La dernière étape de la caravane de Castro était le camp Columbia. Le discours qu’il y a prononcé était plus sombre que triomphant. Les défis étaient nombreux, mais la social-démocratie allait prospérer. Des élections seront organisées. Il n’est pas juste que le culte de la personnalité et l’ambition mettent en danger le destin de la révolution », a-t-il déclaré. ‘Nous ne pouvons pas devenir des dictateurs.’
Castro s’adressait aux masses, mais aussi à ses opposants. La Direction de la révolution avait remis le palais présidentiel à Urrutia, mais avait encore ses armes. « A quoi servent ces armes ? demande Castro. Y a-t-il une dictature ici ? Vont-elles être utilisées contre un gouvernement libre qui respecte les droits du peuple… alors qu’aujourd’hui il n’y a pas de torture, pas de prisonnier politique, pas d’assassinat et pas de terreur ?’
Castro avait acculé ses rivaux. A la tête des forces armées cubaines, son M26 n’était pas prêt d’abandonner ses armes. C’était le groupe prééminent et il était le chef prééminent.
Outmanoeuvré, le Directoire révolutionnaire se dissout. Elle rendit les armes, abandonna les bâtiments de l’université et ses officiers jouèrent un rôle modéré dans le nouveau gouvernement. Les dirigeants du deuxième front furent consignés à des postes dans l’armée, sous l’égide panoramique du commandant en chef.
Le président Urrutia aurait pu être le chef de l’État (en l’occurrence, il ne dura que six mois), mais la caravane avait montré de manière concluante qui dirigeait réellement Cuba. Castro comprend le pays mieux que quiconque. Sentant une opportunité dans sa situation désavantageuse, il a produit une pièce de théâtre si grandiose qu’elle a convaincu les Cubains qu’il était le garant d’un avenir prospère.

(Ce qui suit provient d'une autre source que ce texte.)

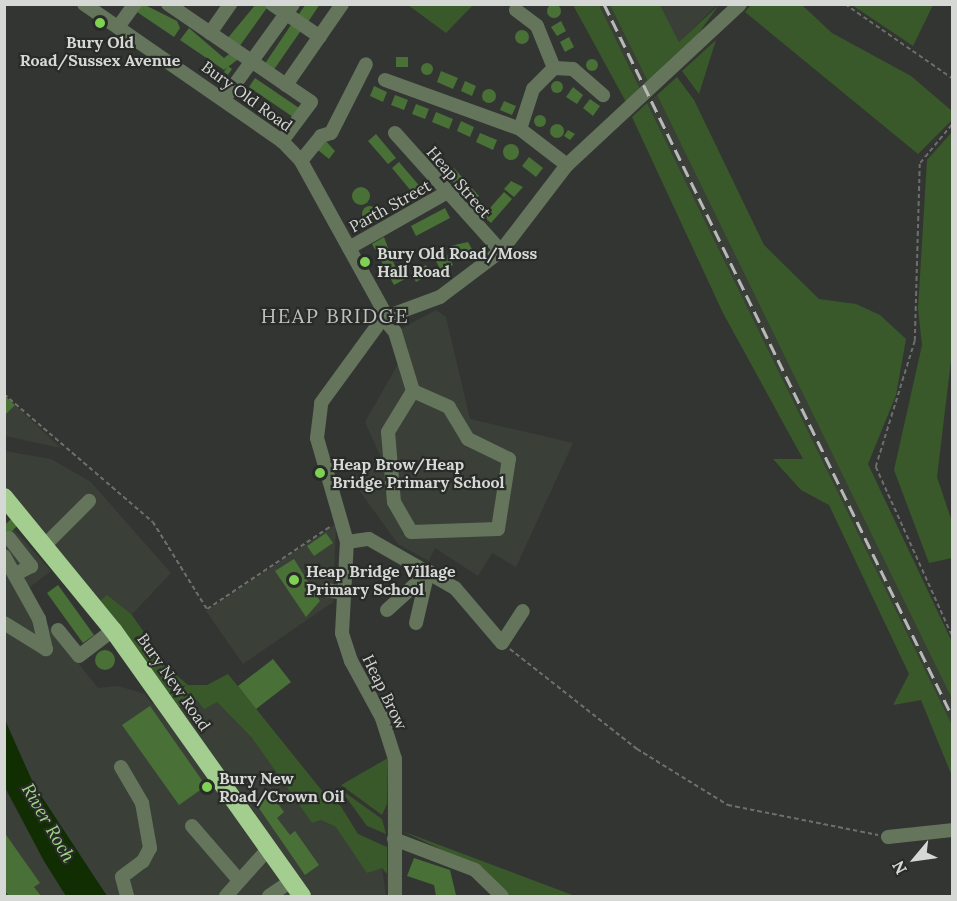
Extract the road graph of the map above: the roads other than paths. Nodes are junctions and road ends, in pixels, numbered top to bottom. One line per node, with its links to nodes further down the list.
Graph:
1 (84, 4): 10 (street, Bury Old Road)
2 (135, 4): 10 (street)
3 (168, 4): 11 (street)
4 (230, 4): 11 (street)
5 (272, 4): 8 (street)
6 (342, 4): 12 (street)
7 (740, 4): 24 (street)
8 (290, 9): 12 (street); 13 (street)
9 (516, 10): 15 (street)
10 (118, 27): 19 (street, Bury Old Road)
11 (210, 33): 13 (street)
12 (320, 36): 17 (street)
13 (252, 62): 17 (street); 19 (street)
14 (366, 64): 23 (street)
15 (554, 68): 18 (street); 20 (street)
16 (385, 80): 20 (street)
17 (286, 85): 22 (street)
18 (603, 95)
19 (225, 98): 22 (street, Bury Old Road)
20 (520, 129): 24 (street)
21 (395, 133): 25 (street, Heap Street)
22 (282, 141): 23 (street, Bury Old Road)
23 (301, 160): 26 (street, Bury Old Road)
24 (567, 165): 27 (street)
25 (446, 193): 26 (street, Parth Street); 27 (street, Heap Street)
26 (349, 248): 28 (street, Bury Old Road)
27 (501, 251): 28 (street)
28 (385, 316): 29 (street, Bury Old Road); 34 (street, Heap Brow)
29 (413, 392): 29 (street)
30 (4, 497): 32 (highway, Bury New Road)
31 (89, 501): 35 (street)
32 (28, 524): 33 (street); 35 (highway, Bury New Road)
33 (7, 539): 37 (street)
34 (347, 542): 38 (street); 40 (street, Heap Brow)
35 (46, 544): 46 (highway, Bury New Road)
36 (4, 556): 37 (street)
37 (18, 573): 43 (street)
38 (427, 576): 41 (street); 42 (street); 44 (street)
39 (326, 590): 40 (street)
40 (346, 593): 51 (street, Heap Brow)
41 (387, 610)
42 (523, 611)
43 (4, 622)
44 (416, 623)
45 (58, 630): 46 (street)
46 (113, 630): 52 (highway, Bury New Road)
47 (121, 768): 55 (street)
48 (192, 826): 53 (street)
49 (952, 830): 50 (street)
50 (888, 837)
51 (394, 839): 59 (street, Heap Brow); 60 (street)
52 (269, 848): 53 (street); 54 (highway, Bury New Road)
53 (237, 878): 56 (street)
54 (291, 881): 57 (street); 58 (highway, Bury New Road)
55 (127, 897)
56 (226, 897)
57 (269, 897)
58 (302, 897)
59 (395, 897)
60 (502, 897)

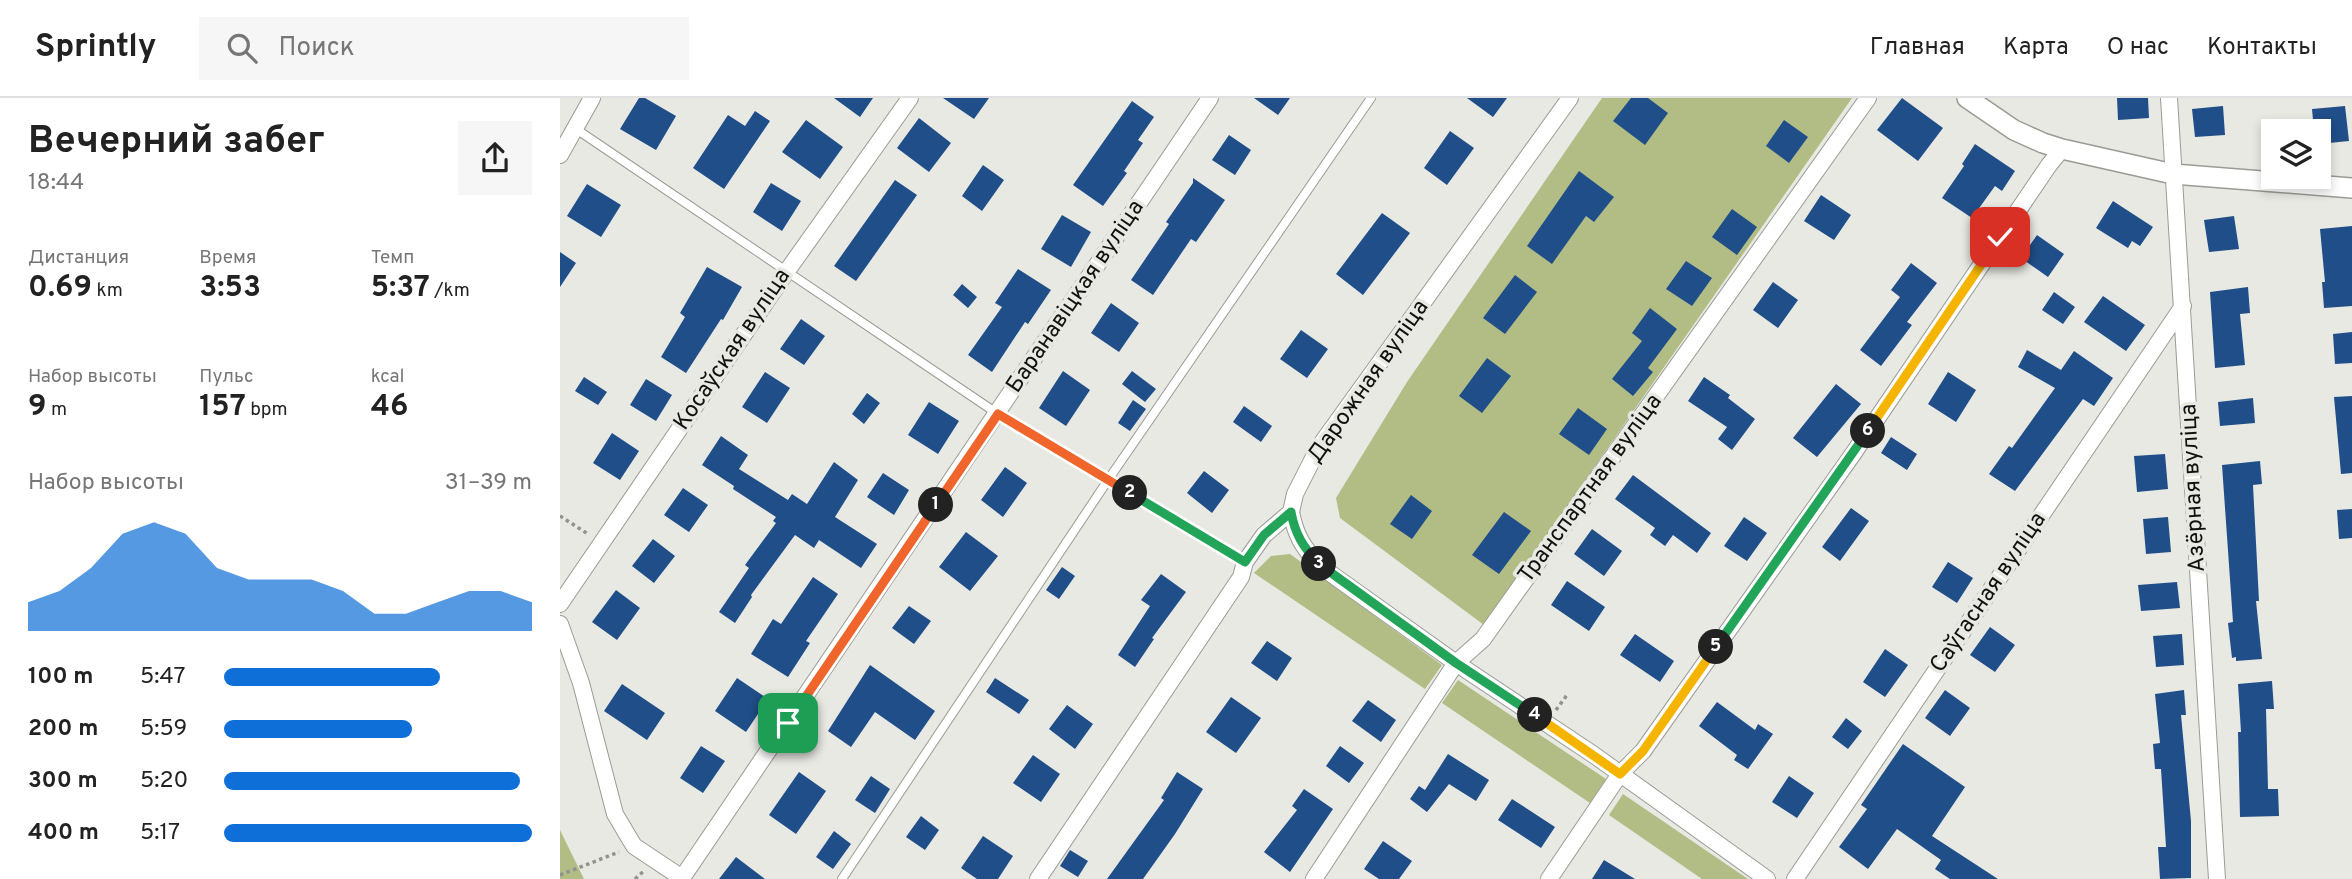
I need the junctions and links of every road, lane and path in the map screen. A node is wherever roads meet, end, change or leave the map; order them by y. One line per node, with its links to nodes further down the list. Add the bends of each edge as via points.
1 (592, 98): 10 (street)
2 (911, 98): 15 (street, Косаўская вуліца)
3 (1210, 98): 9 (street, Баранавіцкая вуліца)
4 (1371, 98): 18 (lane)
5 (1570, 98): 19 (street, Дарожная вуліца, via 1319,447)
6 (1868, 98): 25 (street, Транспартная вуліца, via 1483,639)
7 (1968, 98): 11 (street, via 2014,130)
8 (2169, 98): 13 (street, Азёрная вуліца)
9 (1196, 106): 17 (street, Баранавіцкая вуліца)
10 (576, 129): 12 (street); 15 (lane)
11 (2062, 149): 13 (street); 26 (street, via 1643,751)
12 (560, 155)
13 (2173, 174): 14 (street); 16 (street, Азёрная вуліца)
14 (2352, 188)
15 (787, 271): 17 (lane); 21 (street, Косаўская вуліца)
16 (2183, 306): 35 (street, Саўгасная вуліца); 36 (street, Азёрная вуліца)
17 (998, 414): 18 (lane); 29 (street, Баранавіцкая вуліца)
18 (1108, 480): 22 (lane); 30 (lane)
19 (1291, 512): 22 (street, via 1264,535); 25 (street, via 1303,547 1320,566)
20 (560, 516): 21 (path)
21 (602, 543): 23 (street, Косаўская вуліца)
22 (1245, 562): 31 (street, via 1241,577)
23 (560, 604)
24 (560, 624): 27 (street, via 582,683 615,814)
25 (1456, 663): 26 (street); 32 (street, Транспартная вуліца)
26 (1620, 774): 33 (street); 34 (street)
27 (634, 846): 28 (path); 29 (street)
28 (560, 875)
29 (683, 878)
30 (842, 879)
31 (1038, 879)
32 (1314, 879)
33 (1549, 879)
34 (1767, 879)
35 (1795, 879)
36 (2217, 879)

C’est sa performance tout au long de la caravane qui a fourni à Castro un tel mandat populaire qu’il a pu défier les assurances démocratiques qu’il a données au public cubain cette nuit-là au Camp Columbia.
Les spectateurs exaltés étaient loin de se douter que les effets de la caravane allaient remodeler la politique de tout un continent et, en l’espace de quatre ans, amener le monde au bord de la destruction nucléaire.
Daniel Rey est l’auteur de ‘Checkmate or Top Trumps : Cuba’s Geopolitical Game of the Century’, finaliste du prix de l’essai 2017 Bodley Head & du Financial Times.